What to produce:
Every line of the data below is to be retyped exactly.

[Items listed in a dataset]
#####

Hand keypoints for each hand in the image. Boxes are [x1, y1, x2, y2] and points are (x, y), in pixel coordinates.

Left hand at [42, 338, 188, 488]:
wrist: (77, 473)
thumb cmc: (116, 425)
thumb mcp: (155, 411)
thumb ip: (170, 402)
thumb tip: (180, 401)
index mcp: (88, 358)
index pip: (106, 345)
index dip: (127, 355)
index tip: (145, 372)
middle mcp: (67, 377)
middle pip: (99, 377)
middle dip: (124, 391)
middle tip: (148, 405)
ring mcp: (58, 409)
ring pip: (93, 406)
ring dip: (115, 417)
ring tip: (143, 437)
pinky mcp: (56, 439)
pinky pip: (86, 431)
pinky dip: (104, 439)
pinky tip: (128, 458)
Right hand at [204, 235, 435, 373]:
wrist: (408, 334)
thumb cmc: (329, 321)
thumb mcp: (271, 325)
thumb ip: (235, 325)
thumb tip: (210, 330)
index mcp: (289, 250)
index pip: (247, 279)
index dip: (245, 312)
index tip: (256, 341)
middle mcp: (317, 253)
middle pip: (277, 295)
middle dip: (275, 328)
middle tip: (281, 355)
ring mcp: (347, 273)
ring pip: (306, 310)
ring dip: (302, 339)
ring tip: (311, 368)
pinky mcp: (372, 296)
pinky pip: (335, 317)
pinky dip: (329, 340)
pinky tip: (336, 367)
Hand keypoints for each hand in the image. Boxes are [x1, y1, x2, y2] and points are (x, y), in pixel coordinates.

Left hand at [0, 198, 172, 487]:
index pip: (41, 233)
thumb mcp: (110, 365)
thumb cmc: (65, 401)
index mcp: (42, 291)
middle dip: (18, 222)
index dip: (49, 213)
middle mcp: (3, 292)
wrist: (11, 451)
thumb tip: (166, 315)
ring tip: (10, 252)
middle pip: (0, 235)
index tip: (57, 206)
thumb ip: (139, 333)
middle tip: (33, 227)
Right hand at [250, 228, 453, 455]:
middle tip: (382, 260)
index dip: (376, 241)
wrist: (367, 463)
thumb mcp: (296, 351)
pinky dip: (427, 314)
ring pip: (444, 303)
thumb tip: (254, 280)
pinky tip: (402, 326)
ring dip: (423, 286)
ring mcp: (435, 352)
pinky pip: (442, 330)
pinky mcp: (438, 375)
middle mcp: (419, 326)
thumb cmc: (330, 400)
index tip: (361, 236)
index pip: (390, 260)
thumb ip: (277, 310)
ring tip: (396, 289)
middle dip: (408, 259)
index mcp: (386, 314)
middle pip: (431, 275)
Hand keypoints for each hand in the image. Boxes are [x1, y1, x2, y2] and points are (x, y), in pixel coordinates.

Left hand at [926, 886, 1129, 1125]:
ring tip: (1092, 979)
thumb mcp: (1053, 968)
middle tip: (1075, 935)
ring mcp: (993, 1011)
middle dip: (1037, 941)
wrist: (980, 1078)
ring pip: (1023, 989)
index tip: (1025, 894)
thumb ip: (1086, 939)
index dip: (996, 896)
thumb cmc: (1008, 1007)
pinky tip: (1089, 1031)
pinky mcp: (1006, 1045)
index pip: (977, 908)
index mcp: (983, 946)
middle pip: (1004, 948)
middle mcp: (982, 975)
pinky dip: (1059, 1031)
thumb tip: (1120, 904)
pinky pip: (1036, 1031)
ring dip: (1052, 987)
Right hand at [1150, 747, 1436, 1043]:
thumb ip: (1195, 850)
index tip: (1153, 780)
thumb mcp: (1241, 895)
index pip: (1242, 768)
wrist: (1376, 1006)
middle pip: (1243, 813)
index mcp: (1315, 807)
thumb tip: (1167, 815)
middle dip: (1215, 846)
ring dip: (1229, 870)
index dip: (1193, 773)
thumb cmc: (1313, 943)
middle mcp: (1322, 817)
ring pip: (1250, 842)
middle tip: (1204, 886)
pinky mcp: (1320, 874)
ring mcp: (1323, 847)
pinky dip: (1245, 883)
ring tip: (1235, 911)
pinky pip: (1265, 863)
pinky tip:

#####

Response below:
Hand keypoints for each hand in the image. Boxes are [x1, y1, x2, y2] and points are (x, y), in pixel coordinates.

Left hand at [42, 338, 188, 488]:
wrist: (77, 473)
thumb cmc: (116, 425)
thumb mcp: (155, 411)
thumb ip: (170, 402)
thumb tip: (180, 401)
index mcp: (88, 358)
index pip: (106, 345)
index dip: (127, 355)
index tip: (145, 372)
middle mcp: (67, 377)
middle pip: (99, 377)
middle dip: (124, 391)
middle tip: (148, 405)
ring mcp: (58, 409)
ring pip: (93, 406)
ring dip: (115, 417)
ring tip: (143, 437)
pinky mcp: (56, 439)
pinky pip: (86, 431)
pinky dip: (104, 439)
pinky tip: (128, 458)
Right hand at [204, 235, 435, 373]:
wrist: (408, 334)
thumb cmc: (329, 321)
thumb mcp: (271, 325)
thumb ip: (235, 325)
thumb tip: (210, 330)
index mcp: (289, 250)
index pip: (247, 279)
index dip: (245, 312)
index tip: (256, 341)
middle mcp: (317, 253)
middle pip: (277, 295)
middle dip: (275, 328)
middle tip: (281, 355)
ring mcp: (347, 273)
ring pip: (306, 310)
ring dip: (302, 339)
ring tip: (311, 368)
pinky mcp: (372, 296)
pinky pip: (335, 317)
pinky dip: (329, 340)
pinky tip: (336, 367)
Hand keypoints for each hand in the image. Boxes are [x1, y1, x2, y2] and points are (x, y), in pixel coordinates.

Left hand at [0, 198, 172, 487]:
index pip: (41, 233)
thumb mcp: (110, 365)
thumb cmc: (65, 401)
index mcp: (42, 291)
middle dip: (18, 222)
index dip: (49, 213)
middle mcp: (3, 292)
wrist: (11, 451)
thumb tip: (166, 315)
ring tip: (10, 252)
middle pip: (0, 235)
index tip: (57, 206)
thumb ip: (139, 333)
middle tip: (33, 227)
Right hand at [250, 228, 453, 455]:
middle tip: (382, 260)
index dip: (376, 241)
wrist: (367, 463)
thumb mcp: (296, 351)
pinky dip: (427, 314)
ring pip: (444, 303)
thumb tip: (254, 280)
pinky tip: (402, 326)
ring dip: (423, 286)
ring mcp: (435, 352)
pinky pip: (442, 330)
pinky mcp: (438, 375)
middle mcp: (419, 326)
thumb cmc: (330, 400)
index tip: (361, 236)
index pip: (390, 260)
thumb ip: (277, 310)
ring tip: (396, 289)
middle dip: (408, 259)
index mcp: (386, 314)
middle pip: (431, 275)
Hand keypoints for each hand in the image. Boxes are [x1, y1, x2, y2] and points are (x, y), in pixel coordinates.

Left hand at [926, 886, 1129, 1125]:
ring tip: (1092, 979)
thumb mcp: (1053, 968)
middle tip: (1075, 935)
ring mcp: (993, 1011)
middle dip: (1037, 941)
wrist: (980, 1078)
ring pip: (1023, 989)
index tip: (1025, 894)
thumb ip: (1086, 939)
index dip: (996, 896)
thumb cmc: (1008, 1007)
pinky tip: (1089, 1031)
pinky mcp: (1006, 1045)
index pip: (977, 908)
index mcp: (983, 946)
middle pip: (1004, 948)
middle mcp: (982, 975)
pinky dip: (1059, 1031)
thumb tip: (1120, 904)
pinky pip: (1036, 1031)
ring dip: (1052, 987)
Right hand at [1150, 747, 1436, 1043]:
thumb ip: (1195, 850)
index tip: (1153, 780)
thumb mcp: (1241, 895)
index pip: (1242, 768)
wrist: (1376, 1006)
middle pip: (1243, 813)
index mcp: (1315, 807)
thumb tip: (1167, 815)
middle dip: (1215, 846)
ring dip: (1229, 870)
index dip: (1193, 773)
thumb cmc: (1313, 943)
middle mcp: (1322, 817)
ring pip: (1250, 842)
middle tip: (1204, 886)
pinky mcp: (1320, 874)
ring mcp: (1323, 847)
pinky dip: (1245, 883)
ring tip: (1235, 911)
pinky pip: (1265, 863)
pinky tip:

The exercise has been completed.